Hadoop
Distributed
File System
History
Hadoop Distributed File System (HDFS) is an open-source implementation of the
Google’s GFS architecture as developed by Apache Software Foundation.
The development was initiated by Yahoo in 2006 being inspired by the Google’s GFS
and MapReduce papers and was looking to develop an open-source based system to
fulfill their storage requirements.
They decided to pass the storage and data processing parts of their ‘Nutch’ search
engine project to Apache Foundation and form the Hadoop as an open-source
project.
Features
HDFS is a Java-based distributed file system that provides scalable and reliable data
storage.
HDFS is also designed to run on large clusters of commodity servers.
It is a sub-project of the Apache Hadoop project.
It is extremely fault-tolerant and provides high output access to application data.

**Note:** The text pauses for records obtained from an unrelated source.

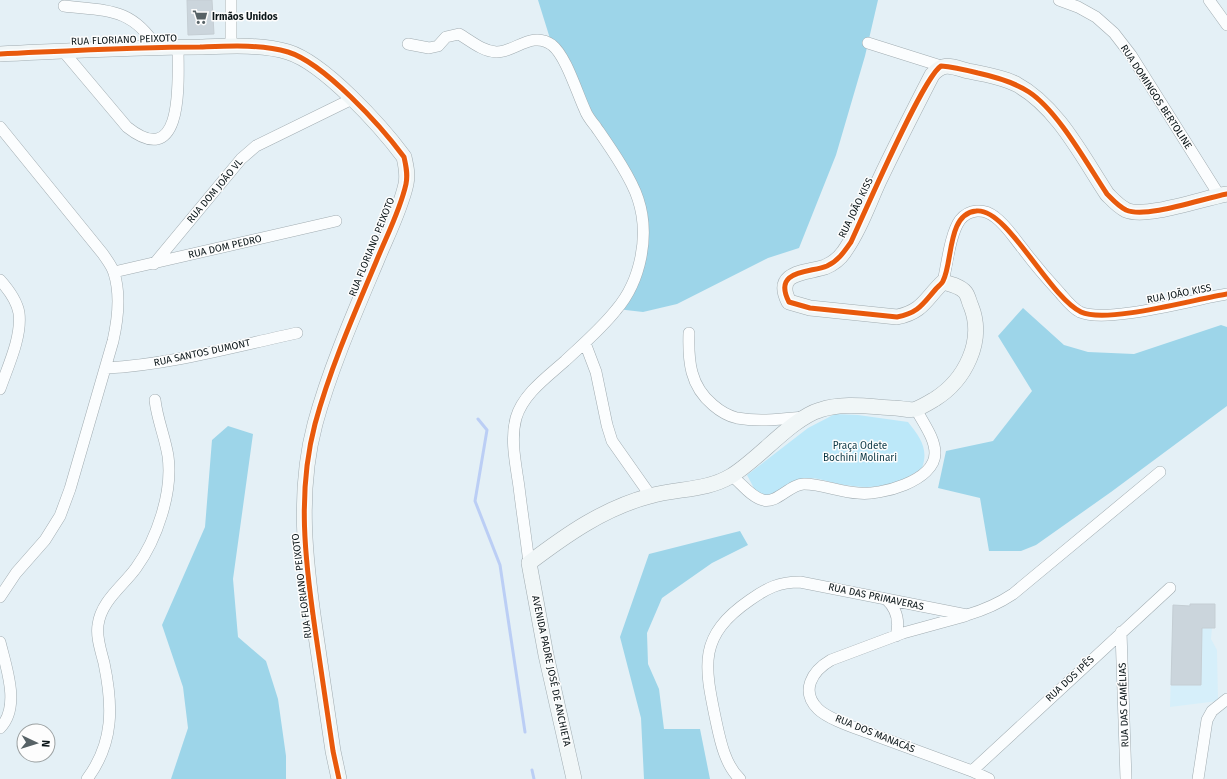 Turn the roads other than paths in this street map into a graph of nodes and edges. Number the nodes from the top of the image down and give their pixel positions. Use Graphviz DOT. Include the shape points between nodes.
graph roads {
  1 [pos="231,0"];
  2 [pos="1059,0"];
  3 [pos="1209,0"];
  4 [pos="64,6"];
  5 [pos="1227,25"];
  6 [pos="868,43"];
  7 [pos="408,44"];
  8 [pos="230,46"];
  9 [pos="178,47"];
  10 [pos="157,48"];
  11 [pos="63,51"];
  12 [pos="0,54"];
  13 [pos="942,66"];
  14 [pos="352,99"];
  15 [pos="0,127"];
  16 [pos="1223,194"];
  17 [pos="336,221"];
  18 [pos="154,264"];
  19 [pos="114,272"];
  20 [pos="0,280"];
  21 [pos="943,282"];
  22 [pos="1227,294"];
  23 [pos="297,333"];
  24 [pos="689,333"];
  25 [pos="585,343"];
  26 [pos="106,368"];
  27 [pos="0,389"];
  28 [pos="155,400"];
  29 [pos="916,409"];
  30 [pos="805,417"];
  31 [pos="1160,472"];
  32 [pos="732,476"];
  33 [pos="650,495"];
  34 [pos="529,563"];
  35 [pos="1170,588"];
  36 [pos="0,596"];
  37 [pos="886,599"];
  38 [pos="967,615"];
  39 [pos="1121,632"];
  40 [pos="896,636"];
  41 [pos="0,642"];
  42 [pos="1227,699"];
  43 [pos="2,721"];
  44 [pos="972,771"];
  45 [pos="87,779"];
  46 [pos="339,779"];
  47 [pos="574,779"];
  48 [pos="740,779"];
  49 [pos="989,779"];
  50 [pos="1126,779"];
  51 [pos="1198,779"];
  1 -- 8 [label="street"];
  2 -- 16 [label="street, RUA DOMINGOS BERTOLINE" via="1096,17 1114,33"];
  3 -- 5 [label="street"];
  4 -- 10 [label="street" via="121,14 142,27"];
  6 -- 13 [label="street"];
  7 -- 25 [label="street" via="429,48 438,46 446,37 459,34 485,50 498,52 536,40 552,45 567,66 586,112 613,151 638,198 642,217 641,256 634,280 617,309"];
  8 -- 9 [label="street, RUA FLORIANO PEIXOTO"];
  8 -- 14 [label="street, RUA FLORIANO PEIXOTO" via="288,52 315,66"];
  9 -- 10 [label="street, RUA FLORIANO PEIXOTO"];
  9 -- 11 [label="street" via="178,96 175,118 171,129 156,139 139,136 127,127"];
  10 -- 11 [label="street, RUA FLORIANO PEIXOTO"];
  11 -- 12 [label="street, RUA FLORIANO PEIXOTO"];
  13 -- 16 [label="street" via="1014,83 1030,92 1048,108 1107,194 1127,210 1160,210"];
  13 -- 21 [label="street, RUA JOÃO KISS" via="932,75 847,248 835,262 791,276 785,294 789,302 810,308 897,317 911,314 924,304"];
  14 -- 18 [label="street, RUA DOM JOÃO VL" via="256,146 241,159"];
  14 -- 46 [label="street, RUA FLORIANO PEIXOTO" via="397,147 404,157 407,168 406,183 396,214 321,404 306,477 304,514 307,574"];
  15 -- 19 [label="street" via="88,233"];
  17 -- 18 [label="street, RUA DOM PEDRO"];
  18 -- 19 [label="street, RUA DOM PEDRO"];
  19 -- 26 [label="street" via="118,318"];
  20 -- 27 [label="street" via="15,301 19,313 15,343"];
  21 -- 22 [label="street, RUA JOÃO KISS" via="954,232 960,221 967,214 984,211 1004,224 1043,275 1080,312 1094,315 1125,314"];
  21 -- 29 [label="street" via="957,286 965,292 974,314 976,335 964,371 950,388"];
  23 -- 26 [label="street, RUA SANTOS DUMONT" via="158,362"];
  24 -- 30 [label="street" via="688,357 695,384 705,399 722,412 736,418 757,420"];
  25 -- 33 [label="street" via="596,372 606,425 612,441"];
  25 -- 34 [label="street" via="538,386 522,404 516,419 515,458"];
  26 -- 36 [label="street" via="60,516 45,540"];
  28 -- 45 [label="street" via="168,455 168,486 149,548 101,613 98,634 111,709 104,750"];
  29 -- 30 [label="street" via="834,406"];
  29 -- 32 [label="street" via="933,441 934,460 929,469 892,490 859,494 818,485 800,484 766,501 756,497"];
  30 -- 32 [label="street"];
  31 -- 38 [label="street, RUA DAS PRIMAVERAS" via="1013,594 997,605"];
  32 -- 33 [label="street" via="714,484"];
  33 -- 34 [label="street" via="589,521"];
  34 -- 47 [label="street, AVENIDA PADRE JOSÉ DE ANCHIETA" via="546,655"];
  35 -- 39 [label="street, RUA DOS IPÊS"];
  37 -- 38 [label="street, RUA DAS PRIMAVERAS"];
  37 -- 40 [label="street" via="898,618"];
  37 -- 48 [label="street, RUA DAS PRIMAVERAS" via="816,584 785,582 774,586 732,613 719,627 712,639 708,675 719,737 729,763"];
  38 -- 40 [label="street, RUA DOS MANACÁS"];
  39 -- 44 [label="street, RUA DOS IPÊS"];
  39 -- 50 [label="street, RUA DAS CAMÉLIAS"];
  40 -- 44 [label="street, RUA DOS MANACÁS" via="822,665 810,682 811,701 819,711 847,725"];
  41 -- 43 [label="street" via="10,693 10,711"];
  42 -- 51 [label="street" via="1212,711 1207,720"];
  44 -- 49 [label="street, RUA DOS MANACÁS"];
} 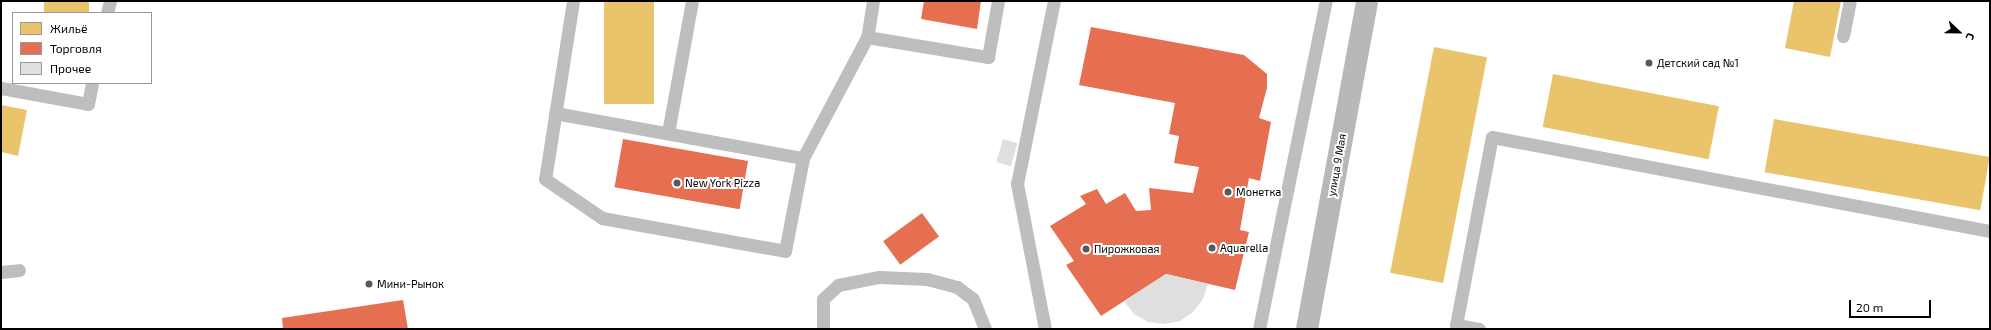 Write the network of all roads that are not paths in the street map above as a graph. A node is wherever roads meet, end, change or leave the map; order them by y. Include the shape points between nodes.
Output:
1 (110, 1) edge
2 (573, 1) edge
3 (692, 1) edge
4 (873, 1) edge
5 (998, 1) edge
6 (1054, 1) edge
7 (1367, 1) edge
8 (1850, 1) edge
9 (1323, 2) edge
10 (107, 12) edge
11 (1843, 36) dead end
12 (867, 37) junction
13 (92, 84) edge
14 (1, 88) edge
15 (555, 113) junction
16 (668, 133) junction
17 (803, 158) junction
18 (1990, 231) edge
19 (19, 270) dead end
20 (1, 272) edge
21 (823, 329) edge
22 (986, 329) edge
23 (1045, 329) edge
24 (1259, 329) edge
25 (1307, 329) edge
26 (1479, 329) edge

1 - 10 lane
2 - 15 lane
3 - 16 lane
4 - 12 lane
5 - 12 lane via 988,57
6 - 23 lane via 1017,184
7 - 25 main road, улица 9 Мая
8 - 11 lane
9 - 24 lane
12 - 17 lane
13 - 14 lane via 88,104
15 - 16 lane
15 - 17 lane via 545,179 602,218 785,251
16 - 17 lane
18 - 26 lane via 1492,137 1456,325
19 - 20 lane
21 - 22 lane via 823,299 838,285 879,277 927,279 957,287 973,299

The file system is available for consumers on the Amazon EC2 cloud platform.
HDFS is designed to reliably store very large files across multiple machines in a large
cluster.
HDFS cluster contains two types of nodes as one single master node called as
NameNode and other slave nodes called as DataNodes.
Files are broken into sequence of blocks of reasonably bigger size (64 MB or 128 MB)
These blocks are stored on DataNodes commodity servers.
Fault Tolerance
Consider a scenario of node failure in HDFS
To increase fault tolerance of the system, it replicates blocks over multiple DataNodes.
By default it uses 3 replicas. The block size and the replication factor are configurable.
During read operation, data is fetched from any one of the replicas.
During write operation, data is sent to all of the DataNodes containing replicas of the
file.
Master node usually stores metadata about the blocks.
Master-Slave Architecture
Every server in a HDFS cluster have data node and a task tracker associated with
them.
The single name node stays in a master server that manages the file system and stores
metadata about the data nodes.
The master server also has a job tracker that coordinates all of the activities across a
cluster.
Every server, master or slave both, have MapReduce function implemented into them.
Every node has a database engine also.
The name node and data node are actually pieces of software developed in
Java that generally run on Linux operating system.
Usages of portable language like java ensure that the software can be
deployed on broad range of commodity hardware.
Generally in real-life cases, one data node is created on one server although
the HDFS architecture does not prevent running multiple data nodes on the
same server.
The goals of HDFS
❏ Fast recovery from hardware failures
❏ Access to streaming data
❏ Accommodation of large data sets
❏ Portability
Pig Latin
High Level
Language
Introduction
Pig Latin is a high-level data flow language developed by Yahoo! that has been
implemented on top of Hadoop in the Apache Pig project.
Pig Latin, Sawzall and DryadLINQ are different approaches to building languages
on top of MapReduce and its extensions
Example
Given below is a Pig Latin statement, which loads data to Apache Pig.
grunt> Student_data = LOAD 'student_data.txt' USING PigStorage(',')as
( id:int, firstname:chararray, lastname:chararray, phone:chararray, city:chararray );